Set down each line of the material that follows exactly, and leave its pictures out.
(Provided material)
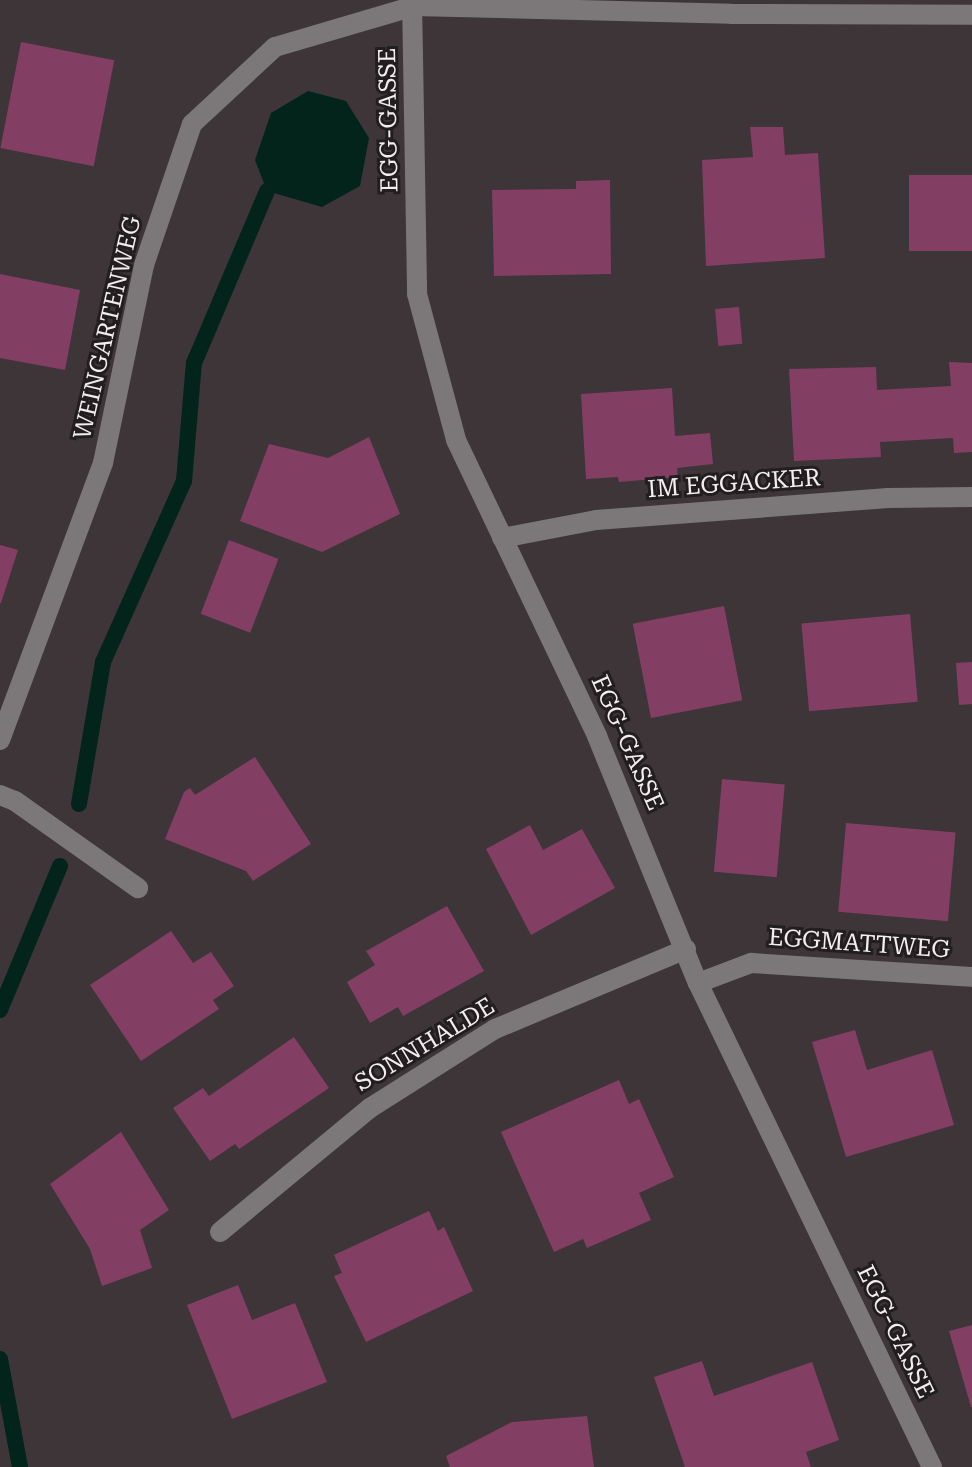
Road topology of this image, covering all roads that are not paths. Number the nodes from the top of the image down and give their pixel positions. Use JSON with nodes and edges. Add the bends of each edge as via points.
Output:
{"nodes":[{"id":1,"x":413,"y":3,"type":"edge"},
{"id":2,"x":734,"y":7,"type":"edge"},
{"id":3,"x":972,"y":15,"type":"edge"},
{"id":4,"x":972,"y":497,"type":"edge"},
{"id":5,"x":502,"y":538,"type":"junction"},
{"id":6,"x":0,"y":740,"type":"edge"},
{"id":7,"x":0,"y":795,"type":"edge"},
{"id":8,"x":138,"y":888,"type":"dead end"},
{"id":9,"x":686,"y":949,"type":"junction"},
{"id":10,"x":972,"y":977,"type":"edge"},
{"id":11,"x":698,"y":983,"type":"junction"},
{"id":12,"x":220,"y":1232,"type":"dead end"},
{"id":13,"x":932,"y":1467,"type":"edge"}],
"edges":[{"from":1,"to":2,"type":"street","name":"WEINGARTENWEG"},
{"from":1,"to":5,"type":"street","name":"EGG-GASSE","via":[[417,294],[456,440]]},
{"from":1,"to":6,"type":"street","name":"WEINGARTENWEG","via":[[275,47],[192,124],[144,265],[103,463]]},
{"from":2,"to":3,"type":"street","name":"WEINGARTENWEG"},
{"from":4,"to":5,"type":"street","name":"IM EGGACKER","via":[[888,498],[596,520]]},
{"from":5,"to":9,"type":"street","name":"EGG-GASSE","via":[[597,736]]},
{"from":7,"to":8,"type":"street"},
{"from":9,"to":11,"type":"street","name":"EGG-GASSE"},
{"from":9,"to":12,"type":"street","name":"SONNHALDE","via":[[495,1029],[370,1108]]},
{"from":10,"to":11,"type":"street","name":"EGGMATTWEG","via":[[751,963]]},
{"from":11,"to":13,"type":"street","name":"EGG-GASSE"}]}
(End Provided material)
**Answer area**
Road topology of this image, covering all roads that are not paths. Number the nodes from the top of the image down and give their pixel positions. Use JSON with nodes and edges. Add the bends of each edge as via points.
Output:
{"nodes":[{"id":1,"x":413,"y":3,"type":"edge"},
{"id":2,"x":734,"y":7,"type":"edge"},
{"id":3,"x":972,"y":15,"type":"edge"},
{"id":4,"x":972,"y":497,"type":"edge"},
{"id":5,"x":502,"y":538,"type":"junction"},
{"id":6,"x":0,"y":740,"type":"edge"},
{"id":7,"x":0,"y":795,"type":"edge"},
{"id":8,"x":138,"y":888,"type":"dead end"},
{"id":9,"x":686,"y":949,"type":"junction"},
{"id":10,"x":972,"y":977,"type":"edge"},
{"id":11,"x":698,"y":983,"type":"junction"},
{"id":12,"x":220,"y":1232,"type":"dead end"},
{"id":13,"x":932,"y":1467,"type":"edge"}],
"edges":[{"from":1,"to":2,"type":"street","name":"WEINGARTENWEG"},
{"from":1,"to":5,"type":"street","name":"EGG-GASSE","via":[[417,294],[456,440]]},
{"from":1,"to":6,"type":"street","name":"WEINGARTENWEG","via":[[275,47],[192,124],[144,265],[103,463]]},
{"from":2,"to":3,"type":"street","name":"WEINGARTENWEG"},
{"from":4,"to":5,"type":"street","name":"IM EGGACKER","via":[[888,498],[596,520]]},
{"from":5,"to":9,"type":"street","name":"EGG-GASSE","via":[[597,736]]},
{"from":7,"to":8,"type":"street"},
{"from":9,"to":11,"type":"street","name":"EGG-GASSE"},
{"from":9,"to":12,"type":"street","name":"SONNHALDE","via":[[495,1029],[370,1108]]},
{"from":10,"to":11,"type":"street","name":"EGGMATTWEG","via":[[751,963]]},
{"from":11,"to":13,"type":"street","name":"EGG-GASSE"}]}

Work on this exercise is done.